Y como tercera reflexión, Serra entiende que la mayor responsabilidad del montador es “darle la sensualidad máxima a la imagen”, creando la mayor sensación de fantasía posible, que responda al sistema de rodaje donde se buscaba generar una sensación de ficción potente, intrínseca en la arbitrariedad con la que han sido seleccionados los elementos. Esto, junto a una mínima coherencia narrativa, dramática, espacial y rítmica, el director consigue un montaje con la organicidad tan preciada durante la fabricación de la obra. Aun así, ante el riesgo de que el montaje pueda convertirse en algo “fantasmático” o dudoso, Serra pretende buscar un concepto mucho más barroco para concretizar, y evitar que lo misterioso acabe convirtiéndose una “abstracción excesiva”, algo que ha venido haciendo desde Historia de mi muerte (Història de la meva mort, 2013), donde cree que los últimos veinte minutos del metraje rozaron el límite de la abstracción.
Durante las últimas horas del seminario, Serra también quiso hablar ligeramente sobre otros temas como la música, la cual dice no componer hasta que el montaje de imagen esté acabado, ya que ésta puede cambiar totalmente su significado. Su intención pasa por añadir una nueva fase de destrucción y sublimación a lo que era considerado interesante en un principio, sirviendo de contrapunto entre lo visual y lo auditivo. El proceso de montaje sonoro también sigue ese ideal revolucionario, donde es capaz de distorsionar levemente las voces en la mezcla de sonido para romper con la normalidad de la experiencia inmersiva del espectador durante su proyección. Una cantidad de variantes tan sutiles que el cineasta trata en su obsesión por romper con la lógica de las percepciones comunes del imaginario colectivo. “En el cine vale todo, o casi todo”, sosteniendo la hipótesis hasta el punto de cambiar los subtítulos del diálogo de una escena, perdiendo toda lógica entre lo que dice el actor y lo que se traduce en pantalla.

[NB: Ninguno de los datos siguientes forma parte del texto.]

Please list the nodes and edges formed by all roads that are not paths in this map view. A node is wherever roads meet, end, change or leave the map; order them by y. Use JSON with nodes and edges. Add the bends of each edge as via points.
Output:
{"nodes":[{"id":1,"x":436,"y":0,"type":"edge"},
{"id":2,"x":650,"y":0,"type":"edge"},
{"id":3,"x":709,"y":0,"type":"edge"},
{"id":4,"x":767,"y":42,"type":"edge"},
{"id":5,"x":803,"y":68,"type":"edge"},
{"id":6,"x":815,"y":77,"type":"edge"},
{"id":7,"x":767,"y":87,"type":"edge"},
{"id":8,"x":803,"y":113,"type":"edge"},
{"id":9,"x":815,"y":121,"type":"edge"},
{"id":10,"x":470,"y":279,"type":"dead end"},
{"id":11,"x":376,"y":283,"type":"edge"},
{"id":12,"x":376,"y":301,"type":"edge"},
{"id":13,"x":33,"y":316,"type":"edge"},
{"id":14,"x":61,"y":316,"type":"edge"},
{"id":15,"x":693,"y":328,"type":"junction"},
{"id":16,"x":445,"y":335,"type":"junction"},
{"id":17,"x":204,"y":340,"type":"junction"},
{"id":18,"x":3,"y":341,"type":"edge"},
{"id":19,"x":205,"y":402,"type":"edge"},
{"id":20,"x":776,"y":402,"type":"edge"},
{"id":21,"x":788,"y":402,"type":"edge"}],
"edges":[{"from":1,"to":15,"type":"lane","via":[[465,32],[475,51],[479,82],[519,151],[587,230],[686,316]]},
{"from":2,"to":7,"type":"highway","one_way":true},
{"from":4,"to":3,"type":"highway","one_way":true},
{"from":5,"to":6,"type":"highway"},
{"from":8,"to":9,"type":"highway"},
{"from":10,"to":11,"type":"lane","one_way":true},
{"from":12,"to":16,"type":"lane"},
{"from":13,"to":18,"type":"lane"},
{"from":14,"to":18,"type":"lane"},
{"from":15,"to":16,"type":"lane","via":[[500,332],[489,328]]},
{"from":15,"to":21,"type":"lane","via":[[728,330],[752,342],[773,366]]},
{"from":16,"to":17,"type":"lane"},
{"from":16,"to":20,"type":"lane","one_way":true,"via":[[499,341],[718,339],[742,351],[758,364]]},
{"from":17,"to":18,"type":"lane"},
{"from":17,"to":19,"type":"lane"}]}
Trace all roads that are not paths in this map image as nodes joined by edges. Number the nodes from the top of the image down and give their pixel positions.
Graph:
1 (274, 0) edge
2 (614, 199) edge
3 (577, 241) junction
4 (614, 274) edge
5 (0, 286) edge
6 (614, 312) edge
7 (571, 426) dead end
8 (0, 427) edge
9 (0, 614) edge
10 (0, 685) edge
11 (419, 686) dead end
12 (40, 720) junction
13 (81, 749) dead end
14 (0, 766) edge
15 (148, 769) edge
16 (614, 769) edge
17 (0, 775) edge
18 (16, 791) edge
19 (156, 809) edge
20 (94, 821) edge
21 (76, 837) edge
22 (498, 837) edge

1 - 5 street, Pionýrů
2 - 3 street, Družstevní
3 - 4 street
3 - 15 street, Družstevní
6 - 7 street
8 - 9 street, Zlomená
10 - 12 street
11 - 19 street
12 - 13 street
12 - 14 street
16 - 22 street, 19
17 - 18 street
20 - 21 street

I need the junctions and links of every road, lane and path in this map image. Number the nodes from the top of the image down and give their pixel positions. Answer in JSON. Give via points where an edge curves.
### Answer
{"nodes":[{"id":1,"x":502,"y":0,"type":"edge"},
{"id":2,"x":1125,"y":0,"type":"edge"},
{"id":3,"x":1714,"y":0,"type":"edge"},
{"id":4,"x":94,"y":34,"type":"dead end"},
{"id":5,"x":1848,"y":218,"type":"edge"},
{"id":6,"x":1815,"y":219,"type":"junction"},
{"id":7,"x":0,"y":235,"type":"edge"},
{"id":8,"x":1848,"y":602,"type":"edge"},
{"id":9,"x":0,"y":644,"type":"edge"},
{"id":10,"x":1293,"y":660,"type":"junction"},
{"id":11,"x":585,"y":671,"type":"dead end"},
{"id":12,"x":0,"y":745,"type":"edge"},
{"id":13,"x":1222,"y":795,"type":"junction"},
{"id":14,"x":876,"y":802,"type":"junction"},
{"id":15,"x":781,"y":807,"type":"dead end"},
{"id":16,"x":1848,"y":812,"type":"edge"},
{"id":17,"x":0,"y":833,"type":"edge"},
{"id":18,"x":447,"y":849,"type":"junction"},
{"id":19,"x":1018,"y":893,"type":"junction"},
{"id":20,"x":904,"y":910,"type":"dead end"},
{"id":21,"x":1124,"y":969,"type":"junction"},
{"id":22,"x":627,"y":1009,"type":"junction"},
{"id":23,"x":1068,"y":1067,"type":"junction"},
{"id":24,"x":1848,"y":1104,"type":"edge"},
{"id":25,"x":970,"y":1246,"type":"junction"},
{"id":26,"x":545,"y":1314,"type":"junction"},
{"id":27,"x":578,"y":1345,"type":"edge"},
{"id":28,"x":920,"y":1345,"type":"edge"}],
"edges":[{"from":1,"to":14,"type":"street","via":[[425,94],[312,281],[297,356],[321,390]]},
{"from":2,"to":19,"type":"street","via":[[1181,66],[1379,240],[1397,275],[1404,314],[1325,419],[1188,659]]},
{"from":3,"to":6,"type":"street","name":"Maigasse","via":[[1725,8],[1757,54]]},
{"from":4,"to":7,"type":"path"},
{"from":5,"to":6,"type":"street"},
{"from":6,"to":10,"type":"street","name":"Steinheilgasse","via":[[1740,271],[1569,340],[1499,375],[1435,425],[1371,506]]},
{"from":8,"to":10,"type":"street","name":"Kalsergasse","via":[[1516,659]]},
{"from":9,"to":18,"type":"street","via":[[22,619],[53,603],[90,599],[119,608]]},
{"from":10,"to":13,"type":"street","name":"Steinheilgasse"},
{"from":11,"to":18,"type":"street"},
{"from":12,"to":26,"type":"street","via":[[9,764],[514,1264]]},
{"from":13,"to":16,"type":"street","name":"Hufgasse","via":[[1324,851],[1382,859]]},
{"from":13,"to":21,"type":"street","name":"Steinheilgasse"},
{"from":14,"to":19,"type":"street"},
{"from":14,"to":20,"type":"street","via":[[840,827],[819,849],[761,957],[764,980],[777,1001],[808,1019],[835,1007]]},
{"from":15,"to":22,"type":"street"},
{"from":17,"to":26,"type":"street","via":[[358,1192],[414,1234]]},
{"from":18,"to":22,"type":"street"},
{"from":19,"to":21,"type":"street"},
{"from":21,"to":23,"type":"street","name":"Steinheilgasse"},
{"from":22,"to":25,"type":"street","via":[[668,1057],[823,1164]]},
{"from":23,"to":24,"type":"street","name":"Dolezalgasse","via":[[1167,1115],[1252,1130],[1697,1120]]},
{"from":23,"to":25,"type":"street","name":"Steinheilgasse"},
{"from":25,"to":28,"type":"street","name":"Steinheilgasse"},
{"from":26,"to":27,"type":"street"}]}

“Todo lo que forma parte de la percepción de la
película es susceptible de ser modificado”.
Entre preguntas y debates de otra índole, sobre la financiación de las películas en el Estado español, el ICAA, y otros temas tan polémicos como sensibles, Serra daba fin al seminario tras cuatro intensos días, dejando quizás, como los buenos cineastas, más preguntas que respuestas. Los asistentes se retiraron con diferentes sensaciones entre la incomprensión y la fascinación, pero sobre todo absortos por las reflexiones de un director con un ideal extremadamente particular. Sus metodologías de trabajo utilizadas durante el proceso creativo probablemente sirvan poco a nivel práctico, como él bien dice, pero se muestran sin duda necesarias a nivel reflexivo. Serra ha compartido una forma diferente de acercarse a las películas, esperando que las nuevas generaciones se contaminen de inspiración de ese carácter anárquico, y exigiendo una actitud crítica y diferente ante las imágenes.